Why Can't I Script Creating Webarchives?

I want to do something I thought would be quite simple to do with DTPro scripting, but which instead seems impossible.

My quest:

  • Give DTPro a URL, and have it create a webarchive.

Either I’m missing something quite simple, or it is utterly impossible in DTPro’s scripting implementation.

How to do this by hand:

  1. Create a new link with the URL. (This step alone can be automated with AppleScript.)
  2. Capture Web Archive from the URL link. Someone has cleverly decided that not only can this step not be automated from DTPro’s AppleScript dictionary, but by placing this option only in a contextual menu (!), it can’t even be automated via GUI scripting.
  3. Delete the link.

Now, for whatever reason, folks keep repeating that to get webarchive functionality, you need to purchase DEVONAgent. Obviously, this is not true. You can do this in DTPro. But there is no possible way to automate the process.

Oh, well. It was fun to play with the demo for a day. If you ever introduced an AppleScript dictionary that would let me automate my web scrapbooking needs, I’d purchase your fine product.

I don’t have a solution offhand (or time to investigate), but I was curious about something: if you think/know you can automate this in DevonAgent and then import it into DevonThink (either sending it via DevonAgent or some other supported automated import method), why are you adverse to that? There’s a nice little bundled package available containing both DevonThink Pro and DevonAgent for under $100 US (less for academics).

I’m wondering if there’s some other showstopper about DevonThink? (And we’re probably off-topic here)

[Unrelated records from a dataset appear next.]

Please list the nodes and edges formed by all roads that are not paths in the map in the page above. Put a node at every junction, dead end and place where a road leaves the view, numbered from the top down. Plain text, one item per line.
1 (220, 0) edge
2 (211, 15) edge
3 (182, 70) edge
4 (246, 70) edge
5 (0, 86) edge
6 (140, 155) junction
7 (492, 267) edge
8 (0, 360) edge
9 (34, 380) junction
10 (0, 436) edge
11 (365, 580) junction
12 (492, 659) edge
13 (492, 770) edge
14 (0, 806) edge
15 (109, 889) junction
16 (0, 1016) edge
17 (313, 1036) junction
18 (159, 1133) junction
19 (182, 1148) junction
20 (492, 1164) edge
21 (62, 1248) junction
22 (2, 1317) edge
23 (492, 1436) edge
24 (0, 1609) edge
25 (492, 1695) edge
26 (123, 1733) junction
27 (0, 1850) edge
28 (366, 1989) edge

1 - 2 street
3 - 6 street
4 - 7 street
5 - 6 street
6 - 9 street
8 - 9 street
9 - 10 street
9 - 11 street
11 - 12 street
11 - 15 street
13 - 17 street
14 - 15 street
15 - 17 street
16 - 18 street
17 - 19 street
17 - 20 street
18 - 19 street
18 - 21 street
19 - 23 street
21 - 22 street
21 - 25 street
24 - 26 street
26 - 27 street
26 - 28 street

Because I don’t want to purchase a second product to correct something missing in DTPro’s AppleScript dictionary.

Because I don’t want to constantly be running an app I have no use for.

Because I don’t want the script to be slow and resource intensive by having to involve a third application.


The functionality is already present in DTPro. They don’t have to even add real AppleScript support if they’d just put the menu selection in a regular menu instead of a contextual menu - then it could be scripted by GUI scripting. Apple is pretty clear in its GUI guidelines that menu items should never only be in a contextual menu.

I have no idea if the idea is to sell more copies of DEVONAgent or not, but in my particular case, they’re losing a sale instead.

Can’t you just do it in the following way?
(all these steps can be automated)

open the URL
select all and copy to clipboard
make new rich text
paste clipboard to the new rich text
save the new rich text
delete the URL

I’m not sure this is exactly what you’re looking for, but…

Alb

Try this:


tell application "DEVONthink Pro"
	with timeout of 30 seconds
		set theRecord to create record with {name:"Temporary Link", type:nexus, URL:"http://www.apple.com"}
		set theWindow to open window for record theRecord
		
		repeat while loading of theWindow
			delay 1
		end repeat
		
		set theURL to URL of theWindow
		set theSource to source of theWindow
		set theName to get title of theSource
		set theData to web archive of theWindow
		set theArchive to create record with {name:theName, type:html, URL:theURL}
		set data of theArchive to theData
		
		delete record theRecord -- Closes window
	end timeout
end tell

Note: To capture a web archive, you need a rendered page.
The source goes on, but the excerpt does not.